Long term disability is as long or as short as your disability lasts. Research points to a disability that lasts more than 90 days will typically stretch out to 2-3 years on average. So, the average length of time for long term disability will be between 2-3 years for group disability claims. It is actually a little shorter for private disability claims, probably due in part to people on private claims, particularly those who are self-employed, wanting to get back to work sooner.

So, how does long-term disability work?

Long-term disability works by providing an income replacement benefit if you suffer a disability due to sickness or injury. That includes musculoskeletal and connective tissue disorders, which is a fancy way to say back pain, arthritis, fibromyalgia, etc.

*Disabilitycanhappen.org has some findings on the most common causes of a disability insurance claim:
  • Musculoskeletal/connective tissue Disorders (30.7%)
  • Disorders of the nervous system and sense organs (14.2%)
  • Cardiovascular/circulatory disorders (12.1%)
  • Cancer (9.0%)
  • Mental disorders (7.7%)

*source

And the injury or illness does not have to happen at work. You might take a ski trip and run into a tree, or simply slip and fall in the shower. Unlike worker’s compensation, long-term disability insurance covers you inside and outside the workplace.

If you are disabled, you will need to file a claim with your insurer. Your insurer will review your claim and the your disability benefits can begin as soon as your policy allows.

So, when does long term disability kick in?

Your long-term disability income benefit kicks in after your elimination period. A disability elimination period is best described as a period of time that must pass in order for your cash indemnity income benefit to start.

You get the choice of elimination period when you set up your own private long-term disability policy. You can choose from 30 days, 60, 90, 180, 365 and 730 days for your elimination period.

Why would I want a long elimination period?

The longer your elimination period, the lower your long-term disability insurance rate. It is good to weigh the pros and cons of a lower premium vs longer elimination period. The pros being you get a lower premium. The cons being your income benefit will not start for a longer period of time.

How much is my income benefit?

Once again, with a private or individual LTD insurance policy, you get to choose your income benefit amount, up to a maximum allowed by the insurer. Your income benefit maximum caps out around 50-60% of your current income.

You can also get a cost of living adjustment (COLA) rider, which increases your monthly income benefit amount to keep up with inflation.

How long does my disability income benefit last for?

Long term disability benefits last for your benefit period. You get to choose how long you want your benefit period to last. Since the average individual long term disability claim lasts between 2-3 years, you should at least consider a 5 year benefit period.

So what are my income benefit period options?

The duration of benefits for a disability income insurance plan can be as short as 2 years, all the way up to conditionally age 75 .

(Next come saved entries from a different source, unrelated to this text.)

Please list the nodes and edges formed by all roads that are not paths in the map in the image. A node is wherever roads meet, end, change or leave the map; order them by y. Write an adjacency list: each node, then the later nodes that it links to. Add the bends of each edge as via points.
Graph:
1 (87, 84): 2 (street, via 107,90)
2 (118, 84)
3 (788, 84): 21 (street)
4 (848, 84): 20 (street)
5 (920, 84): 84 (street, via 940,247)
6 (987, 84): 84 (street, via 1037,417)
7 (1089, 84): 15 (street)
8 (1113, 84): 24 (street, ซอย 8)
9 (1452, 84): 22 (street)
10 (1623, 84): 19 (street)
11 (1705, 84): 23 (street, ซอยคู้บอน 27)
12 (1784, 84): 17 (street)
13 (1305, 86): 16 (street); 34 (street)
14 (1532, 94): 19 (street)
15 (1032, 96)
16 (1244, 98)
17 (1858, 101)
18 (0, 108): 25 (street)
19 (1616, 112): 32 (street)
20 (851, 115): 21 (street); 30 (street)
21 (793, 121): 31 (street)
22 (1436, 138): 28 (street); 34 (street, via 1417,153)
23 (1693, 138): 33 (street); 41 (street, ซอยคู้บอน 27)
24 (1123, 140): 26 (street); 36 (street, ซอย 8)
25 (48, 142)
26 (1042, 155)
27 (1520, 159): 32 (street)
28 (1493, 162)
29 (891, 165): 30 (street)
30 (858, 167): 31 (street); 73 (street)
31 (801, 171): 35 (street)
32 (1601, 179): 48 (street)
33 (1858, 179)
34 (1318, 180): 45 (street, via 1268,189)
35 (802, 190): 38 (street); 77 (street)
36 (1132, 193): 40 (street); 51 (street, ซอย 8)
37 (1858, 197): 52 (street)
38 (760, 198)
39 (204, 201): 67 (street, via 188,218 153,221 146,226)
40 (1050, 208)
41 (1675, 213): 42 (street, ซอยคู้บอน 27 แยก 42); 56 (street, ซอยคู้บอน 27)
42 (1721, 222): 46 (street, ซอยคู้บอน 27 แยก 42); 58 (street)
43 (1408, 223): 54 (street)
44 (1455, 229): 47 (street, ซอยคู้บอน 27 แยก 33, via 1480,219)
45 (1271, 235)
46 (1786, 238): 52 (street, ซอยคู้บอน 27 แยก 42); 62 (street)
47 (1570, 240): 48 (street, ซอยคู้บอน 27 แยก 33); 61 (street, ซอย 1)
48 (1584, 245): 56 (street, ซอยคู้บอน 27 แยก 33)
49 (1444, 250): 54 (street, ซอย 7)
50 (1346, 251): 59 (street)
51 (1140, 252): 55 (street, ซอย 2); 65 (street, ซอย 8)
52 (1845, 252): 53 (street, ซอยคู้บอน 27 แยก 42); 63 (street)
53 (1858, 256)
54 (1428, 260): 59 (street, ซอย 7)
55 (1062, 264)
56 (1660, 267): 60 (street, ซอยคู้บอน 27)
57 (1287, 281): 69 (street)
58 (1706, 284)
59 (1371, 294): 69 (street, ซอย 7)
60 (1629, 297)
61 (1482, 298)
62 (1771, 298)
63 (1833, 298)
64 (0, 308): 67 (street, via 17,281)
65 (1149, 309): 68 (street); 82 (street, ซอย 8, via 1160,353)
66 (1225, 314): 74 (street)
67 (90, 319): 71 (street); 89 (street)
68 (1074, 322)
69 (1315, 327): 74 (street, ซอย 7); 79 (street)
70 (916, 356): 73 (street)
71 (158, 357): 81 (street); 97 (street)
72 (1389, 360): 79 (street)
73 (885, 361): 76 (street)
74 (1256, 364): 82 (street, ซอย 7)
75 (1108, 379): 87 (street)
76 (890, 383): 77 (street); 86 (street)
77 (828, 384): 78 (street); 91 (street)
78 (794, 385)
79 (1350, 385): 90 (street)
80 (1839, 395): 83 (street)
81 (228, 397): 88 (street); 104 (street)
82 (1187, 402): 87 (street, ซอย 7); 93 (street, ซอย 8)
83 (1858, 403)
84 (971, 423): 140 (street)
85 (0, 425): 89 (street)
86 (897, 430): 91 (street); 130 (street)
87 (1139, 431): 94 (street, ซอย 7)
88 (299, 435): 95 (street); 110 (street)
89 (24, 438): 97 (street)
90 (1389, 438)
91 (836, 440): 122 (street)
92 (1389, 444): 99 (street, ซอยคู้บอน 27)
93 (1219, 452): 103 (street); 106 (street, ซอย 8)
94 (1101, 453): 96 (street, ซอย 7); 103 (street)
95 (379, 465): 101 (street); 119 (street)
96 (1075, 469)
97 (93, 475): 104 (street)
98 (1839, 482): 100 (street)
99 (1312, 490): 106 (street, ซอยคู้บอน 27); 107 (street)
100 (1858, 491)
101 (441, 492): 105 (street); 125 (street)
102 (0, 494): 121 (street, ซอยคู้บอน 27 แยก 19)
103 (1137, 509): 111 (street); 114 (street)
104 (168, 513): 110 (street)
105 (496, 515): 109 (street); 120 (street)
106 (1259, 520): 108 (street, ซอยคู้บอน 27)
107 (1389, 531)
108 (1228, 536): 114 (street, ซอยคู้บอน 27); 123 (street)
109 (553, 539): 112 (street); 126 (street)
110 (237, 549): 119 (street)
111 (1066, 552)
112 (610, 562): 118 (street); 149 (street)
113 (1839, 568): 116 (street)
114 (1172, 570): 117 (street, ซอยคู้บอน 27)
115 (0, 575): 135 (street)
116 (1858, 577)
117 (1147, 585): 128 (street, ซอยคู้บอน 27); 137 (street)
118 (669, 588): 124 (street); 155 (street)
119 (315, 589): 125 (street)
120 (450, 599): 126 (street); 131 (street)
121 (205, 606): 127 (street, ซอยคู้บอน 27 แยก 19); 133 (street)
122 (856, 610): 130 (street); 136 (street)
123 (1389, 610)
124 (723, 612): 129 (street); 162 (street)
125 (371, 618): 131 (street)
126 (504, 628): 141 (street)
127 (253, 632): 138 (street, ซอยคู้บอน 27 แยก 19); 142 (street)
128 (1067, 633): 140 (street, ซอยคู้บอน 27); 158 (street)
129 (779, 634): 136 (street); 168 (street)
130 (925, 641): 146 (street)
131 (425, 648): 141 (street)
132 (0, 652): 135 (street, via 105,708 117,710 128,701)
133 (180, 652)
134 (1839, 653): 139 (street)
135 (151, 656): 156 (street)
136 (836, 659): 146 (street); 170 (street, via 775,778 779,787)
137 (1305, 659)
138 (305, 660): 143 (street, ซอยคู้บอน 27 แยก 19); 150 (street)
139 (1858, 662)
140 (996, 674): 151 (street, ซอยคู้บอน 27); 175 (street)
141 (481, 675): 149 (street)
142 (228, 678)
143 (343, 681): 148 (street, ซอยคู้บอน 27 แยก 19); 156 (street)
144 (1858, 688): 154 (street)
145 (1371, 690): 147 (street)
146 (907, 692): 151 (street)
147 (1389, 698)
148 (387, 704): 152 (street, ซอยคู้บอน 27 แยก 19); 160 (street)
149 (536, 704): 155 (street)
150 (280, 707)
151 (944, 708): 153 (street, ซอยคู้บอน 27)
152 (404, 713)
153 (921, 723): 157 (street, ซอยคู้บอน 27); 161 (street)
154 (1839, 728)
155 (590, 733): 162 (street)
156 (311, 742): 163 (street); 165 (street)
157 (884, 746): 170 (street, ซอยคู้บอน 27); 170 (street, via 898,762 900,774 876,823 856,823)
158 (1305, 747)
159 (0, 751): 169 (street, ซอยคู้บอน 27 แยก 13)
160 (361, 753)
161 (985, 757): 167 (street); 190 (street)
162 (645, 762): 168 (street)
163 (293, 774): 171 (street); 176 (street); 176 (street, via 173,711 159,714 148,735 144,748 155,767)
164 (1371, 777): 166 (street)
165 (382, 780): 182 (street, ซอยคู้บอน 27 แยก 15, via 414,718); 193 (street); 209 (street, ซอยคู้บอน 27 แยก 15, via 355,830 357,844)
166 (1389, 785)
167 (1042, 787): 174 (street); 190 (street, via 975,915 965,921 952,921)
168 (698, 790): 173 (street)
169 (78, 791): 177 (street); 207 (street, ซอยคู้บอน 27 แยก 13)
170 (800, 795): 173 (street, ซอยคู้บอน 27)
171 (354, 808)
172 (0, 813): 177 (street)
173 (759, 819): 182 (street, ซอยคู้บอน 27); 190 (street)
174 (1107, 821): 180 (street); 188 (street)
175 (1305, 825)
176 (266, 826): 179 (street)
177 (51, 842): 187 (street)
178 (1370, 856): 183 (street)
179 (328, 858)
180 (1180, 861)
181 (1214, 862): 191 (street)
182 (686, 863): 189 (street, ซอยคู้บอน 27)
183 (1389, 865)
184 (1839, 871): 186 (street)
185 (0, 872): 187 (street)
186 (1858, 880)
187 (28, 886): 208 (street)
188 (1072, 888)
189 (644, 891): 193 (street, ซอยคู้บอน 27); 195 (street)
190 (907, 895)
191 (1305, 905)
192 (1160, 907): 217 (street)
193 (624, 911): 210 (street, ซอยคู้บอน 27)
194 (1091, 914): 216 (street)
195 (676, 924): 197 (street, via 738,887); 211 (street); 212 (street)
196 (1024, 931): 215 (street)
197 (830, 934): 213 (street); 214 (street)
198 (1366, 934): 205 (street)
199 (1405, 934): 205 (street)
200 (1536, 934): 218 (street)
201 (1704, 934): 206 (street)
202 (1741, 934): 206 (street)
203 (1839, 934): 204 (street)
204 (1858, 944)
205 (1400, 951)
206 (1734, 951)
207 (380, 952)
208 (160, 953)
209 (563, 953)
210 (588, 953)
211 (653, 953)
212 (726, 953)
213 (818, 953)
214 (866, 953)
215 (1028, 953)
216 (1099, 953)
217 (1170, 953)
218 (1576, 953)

Here are the typical income benefit periods you can choose from:
  • 2 Years
  • 5 Years
  • 10 Years
  • To Age 65
  • To Age 67
  • Conditionally To Age 75 (requires that you are still working full time)

Conclusion

There is a lot to consider when researching your own private long-term disability insurance policy. There are other key terms and definitions that you should be aware of, such as own occupation, non-cancellable and guaranteed renewable. Further, there are certain riders that can also be beneficial to add on to your policy.

The bottom line is, it pays to have an expert help you along and provide insight into the different nuances of the different policies and companies.